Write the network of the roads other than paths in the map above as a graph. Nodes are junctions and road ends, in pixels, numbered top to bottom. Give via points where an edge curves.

==

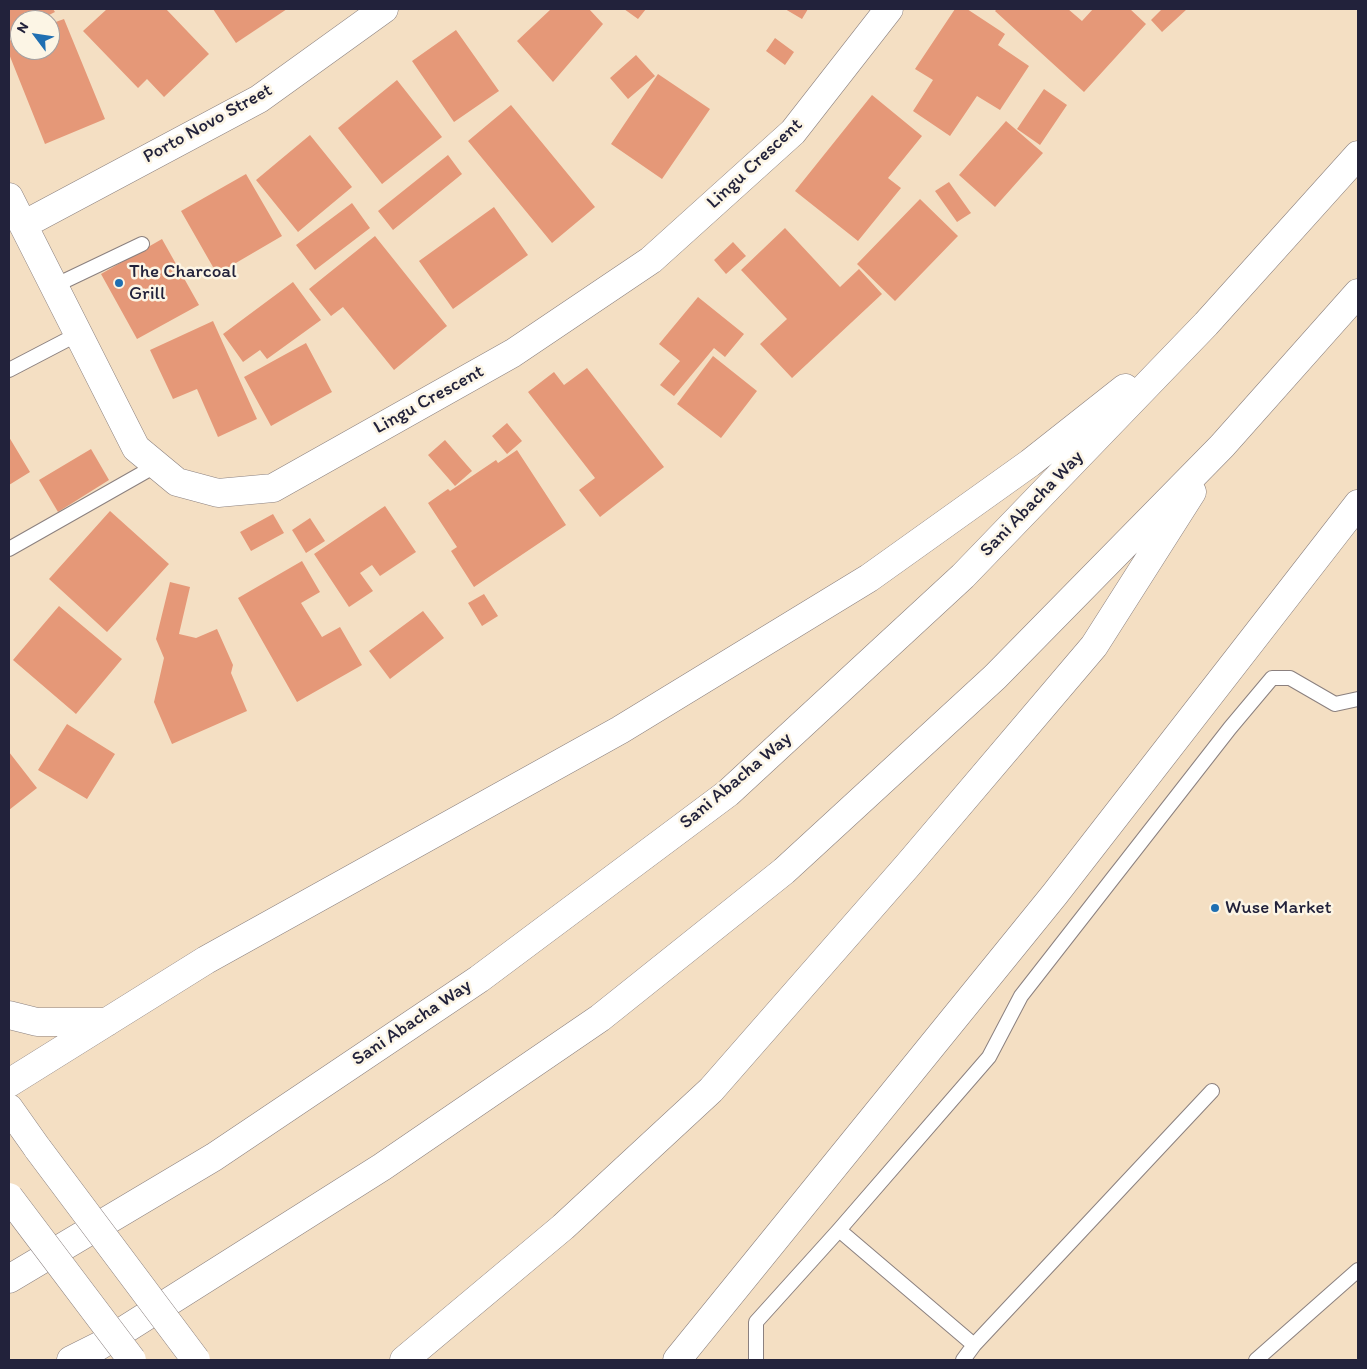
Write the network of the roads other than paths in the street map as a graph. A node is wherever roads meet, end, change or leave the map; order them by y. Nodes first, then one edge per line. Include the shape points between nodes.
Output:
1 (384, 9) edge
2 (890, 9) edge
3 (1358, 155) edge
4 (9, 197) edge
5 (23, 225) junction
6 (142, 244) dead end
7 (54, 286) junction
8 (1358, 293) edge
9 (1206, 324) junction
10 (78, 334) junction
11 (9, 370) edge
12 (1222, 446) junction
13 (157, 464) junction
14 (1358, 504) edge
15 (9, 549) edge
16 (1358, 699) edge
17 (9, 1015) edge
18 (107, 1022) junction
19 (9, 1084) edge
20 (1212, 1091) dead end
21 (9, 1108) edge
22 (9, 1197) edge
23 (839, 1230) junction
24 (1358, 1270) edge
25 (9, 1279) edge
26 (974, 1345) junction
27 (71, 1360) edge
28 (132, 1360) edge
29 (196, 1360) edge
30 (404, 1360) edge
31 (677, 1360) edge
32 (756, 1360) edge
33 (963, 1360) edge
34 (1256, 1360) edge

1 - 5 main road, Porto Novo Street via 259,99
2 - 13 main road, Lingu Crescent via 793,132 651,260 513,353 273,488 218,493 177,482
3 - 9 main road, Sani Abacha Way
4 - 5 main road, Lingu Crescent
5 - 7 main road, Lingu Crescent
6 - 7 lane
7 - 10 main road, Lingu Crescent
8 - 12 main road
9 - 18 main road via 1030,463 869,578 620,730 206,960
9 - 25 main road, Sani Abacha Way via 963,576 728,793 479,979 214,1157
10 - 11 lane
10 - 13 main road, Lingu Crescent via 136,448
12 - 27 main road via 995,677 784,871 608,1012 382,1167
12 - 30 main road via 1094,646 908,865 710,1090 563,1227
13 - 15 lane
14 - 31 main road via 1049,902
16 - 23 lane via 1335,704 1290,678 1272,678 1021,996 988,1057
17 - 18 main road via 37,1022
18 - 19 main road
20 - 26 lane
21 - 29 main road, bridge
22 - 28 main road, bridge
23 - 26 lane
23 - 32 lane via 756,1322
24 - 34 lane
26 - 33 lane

Work item
Where the string "paths" appears in a line of the listing, copy that line.

Output for this exercise
Write the network of the roads other than paths in the map above as a graph. Nodes are junctions and road ends, in pixels, numbered top to bottom. Give via points where an edge curves.
Write the network of the roads other than paths in the street map as a graph. A node is wherever roads meet, end, change or leave the map; order them by y. Nodes first, then one edge per line. Include the shape points between nodes.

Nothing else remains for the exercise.